▸ **Task statement**
The line containing "thumb ip: (324, 259)" and every line after it, through the end of the records below, are to be reproduced exactly, with the pictures left out.

▸ **Materials provided**
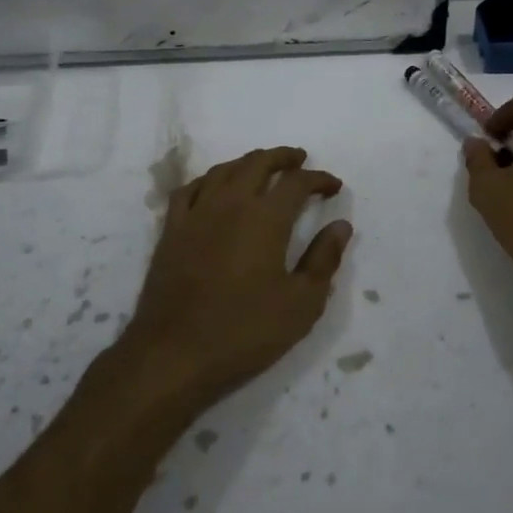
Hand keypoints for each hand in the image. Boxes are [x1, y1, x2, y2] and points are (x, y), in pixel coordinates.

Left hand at [122, 147, 352, 409]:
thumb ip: (324, 259)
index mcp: (265, 218)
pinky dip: (210, 180)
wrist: (174, 354)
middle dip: (283, 158)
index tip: (333, 186)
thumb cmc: (245, 331)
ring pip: (224, 171)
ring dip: (248, 163)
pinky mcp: (171, 231)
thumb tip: (340, 226)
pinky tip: (214, 188)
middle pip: (258, 163)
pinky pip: (190, 189)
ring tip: (262, 168)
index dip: (319, 179)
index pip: (297, 183)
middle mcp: (230, 204)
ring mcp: (196, 214)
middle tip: (299, 160)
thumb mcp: (301, 304)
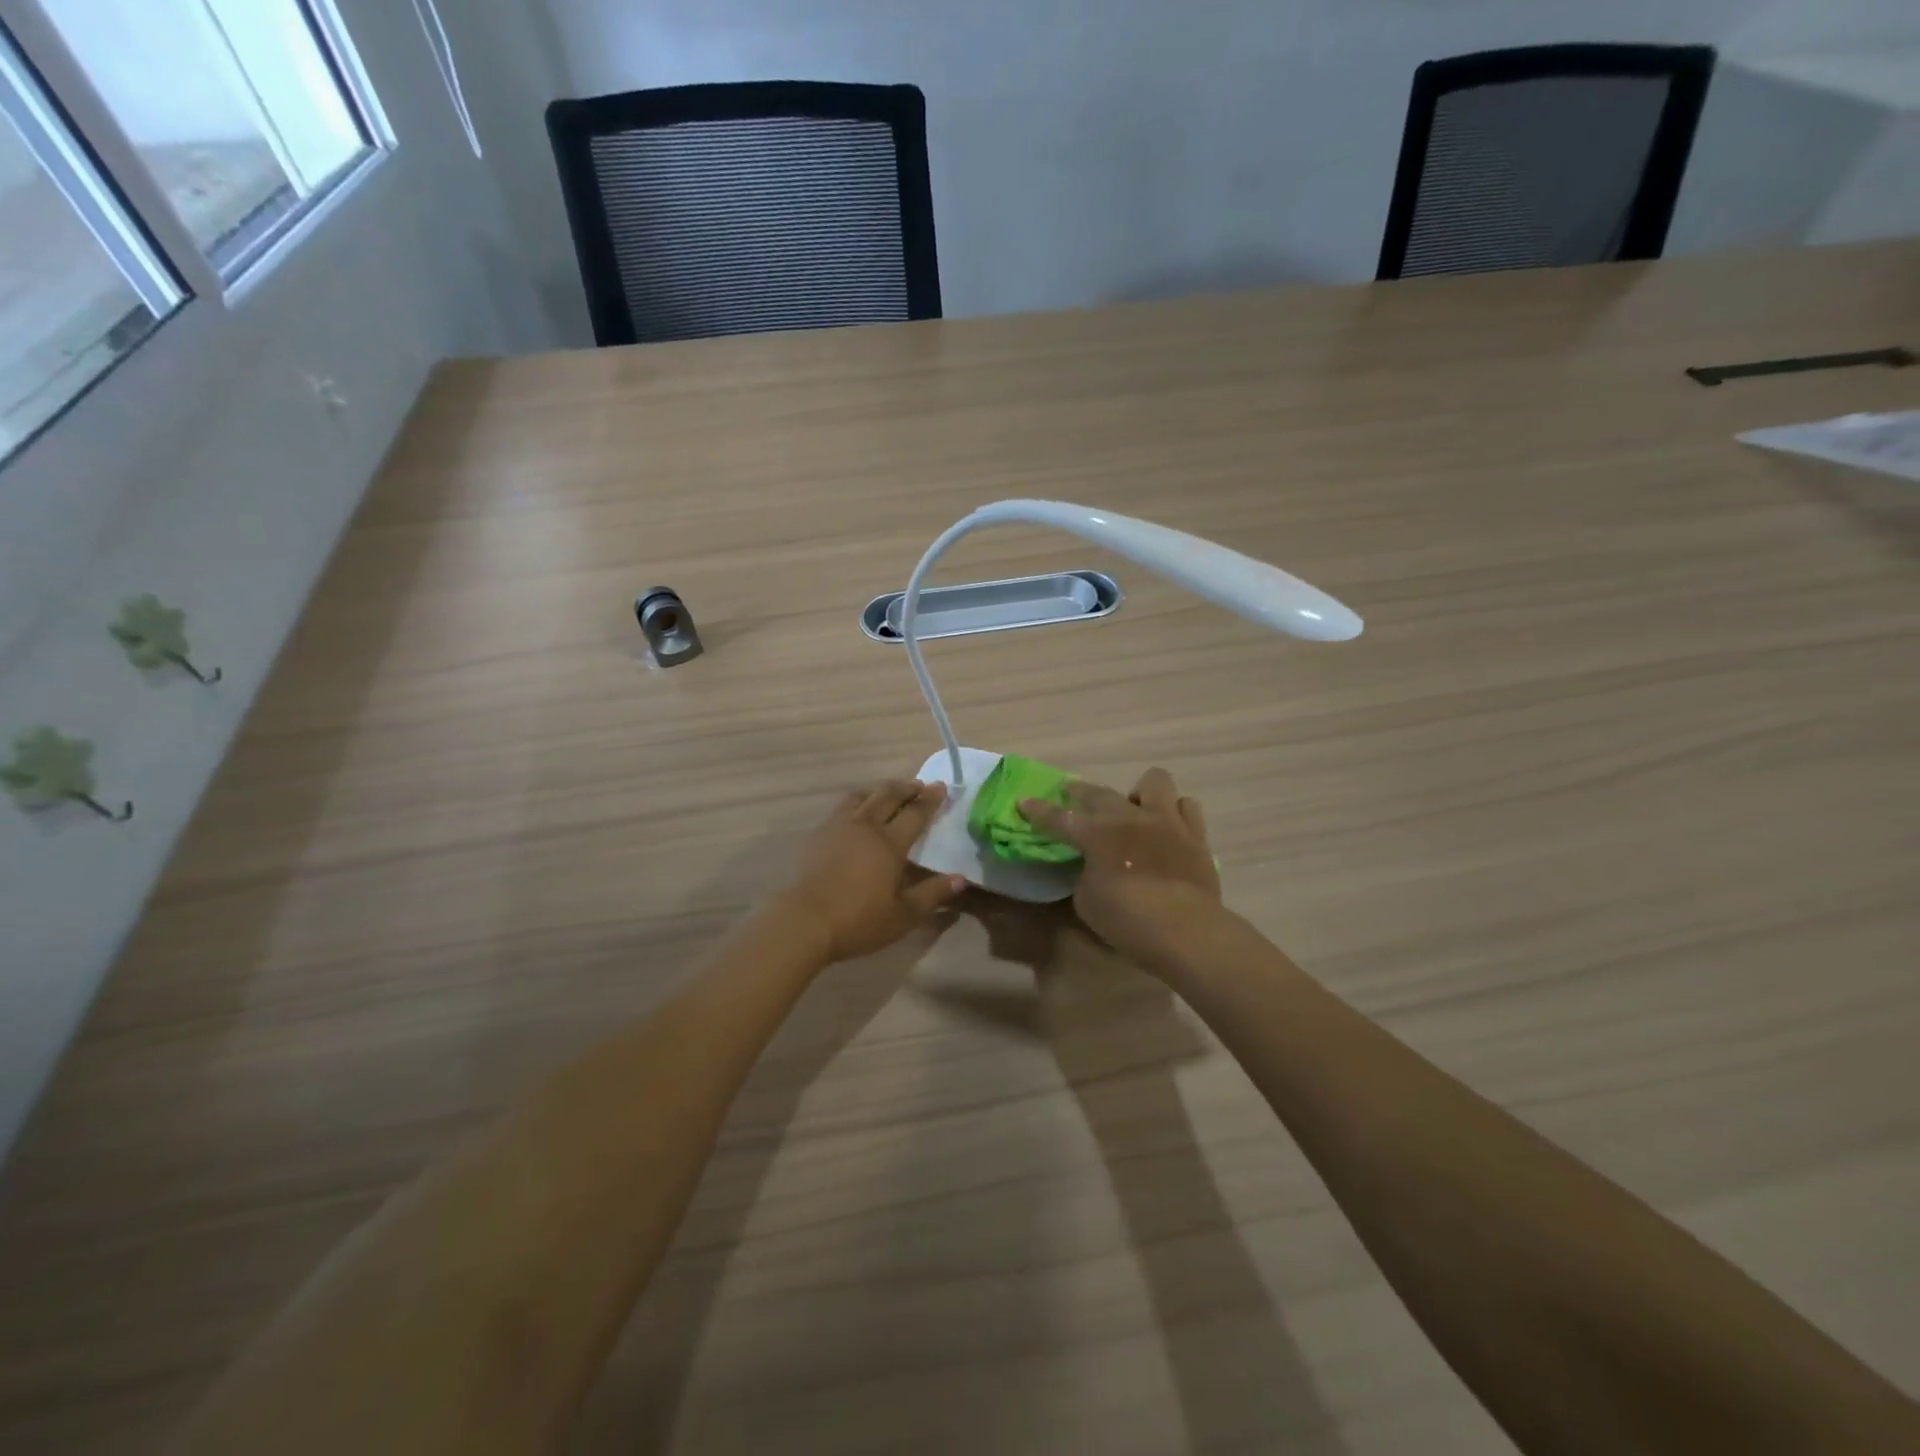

▸ **Answer to this task**
thumb ip: (324, 259)
index mcp: (265, 218)
pinky dip: (210, 180)
wrist: (174, 354)
middle dip: (283, 158)
index tip: (333, 186)
thumb cmc: (245, 331)
ring pip: (224, 171)
ring dip: (248, 163)
pinky mcp: (171, 231)
thumb tip: (340, 226)
pinky tip: (214, 188)
middle pip: (258, 163)
pinky pip: (190, 189)
ring tip: (262, 168)
index dip: (319, 179)
index pip: (297, 183)
middle mcp: (230, 204)
ring mcp: (196, 214)
middle tip: (299, 160)
thumb mcp: (301, 304)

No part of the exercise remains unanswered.